The report found that BME staff remain significantly more likely to experience discrimination at work from colleagues and their managers.
However, the percentage of BME staff reporting in the last 12 months that they have personally experienced discrimination at work from staff fell from 15% in 2014 to 14% in 2015.
Simon Stevens, NHS chief executive, said while there were ‘early signs of progress … no one should yet be comfortable or satisfied with what these figures show overall’.
He added that ‘many employers still have much to do before the NHS can declare mission accomplished on this critical agenda’.
The report also found that white shortlisted job applicants are 1.57 times more likely to be appointed from shortlisting than BME shortlisted applicants.
Meanwhile, the proportion of very senior managers from BME backgrounds increased by 4.4% from 2015 to 2016 but representation at board level remains significantly lower than BME representation in the overall NHS workforce.

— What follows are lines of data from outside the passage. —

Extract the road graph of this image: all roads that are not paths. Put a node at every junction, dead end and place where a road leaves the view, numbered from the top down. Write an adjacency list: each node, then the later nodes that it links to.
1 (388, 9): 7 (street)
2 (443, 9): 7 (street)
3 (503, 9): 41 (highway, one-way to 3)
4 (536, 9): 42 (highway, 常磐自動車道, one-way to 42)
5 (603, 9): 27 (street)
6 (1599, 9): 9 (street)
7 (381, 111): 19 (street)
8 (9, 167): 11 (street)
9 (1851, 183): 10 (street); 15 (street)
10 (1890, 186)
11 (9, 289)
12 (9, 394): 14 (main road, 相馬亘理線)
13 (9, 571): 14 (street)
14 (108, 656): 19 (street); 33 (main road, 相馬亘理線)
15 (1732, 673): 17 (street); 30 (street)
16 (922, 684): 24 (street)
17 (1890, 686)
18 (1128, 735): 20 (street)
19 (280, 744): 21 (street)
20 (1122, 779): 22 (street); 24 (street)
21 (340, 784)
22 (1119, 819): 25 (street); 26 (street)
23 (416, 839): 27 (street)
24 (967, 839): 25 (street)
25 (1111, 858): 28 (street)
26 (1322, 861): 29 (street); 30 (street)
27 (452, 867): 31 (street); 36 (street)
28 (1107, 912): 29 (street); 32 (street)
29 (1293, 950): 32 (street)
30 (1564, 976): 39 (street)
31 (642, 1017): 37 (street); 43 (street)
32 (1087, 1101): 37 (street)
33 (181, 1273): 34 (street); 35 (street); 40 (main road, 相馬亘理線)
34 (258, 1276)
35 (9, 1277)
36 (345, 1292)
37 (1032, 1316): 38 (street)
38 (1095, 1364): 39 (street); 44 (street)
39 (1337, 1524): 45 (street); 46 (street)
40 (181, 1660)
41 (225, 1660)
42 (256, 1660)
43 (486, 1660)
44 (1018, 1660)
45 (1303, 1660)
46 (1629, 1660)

Saffron Cordery, the director of strategy and policy at NHS Providers, said this was an area that the NHS ‘needs to continue to make progress in’.
She said: ‘Diversity in the workforce is not only a moral obligation, but also leads to better productivity, better staff morale and in turn better care for patients and the public.
‘This report will help to ensure that race equality and diversity remain a key part of addressing the wider challenges faced by the NHS.’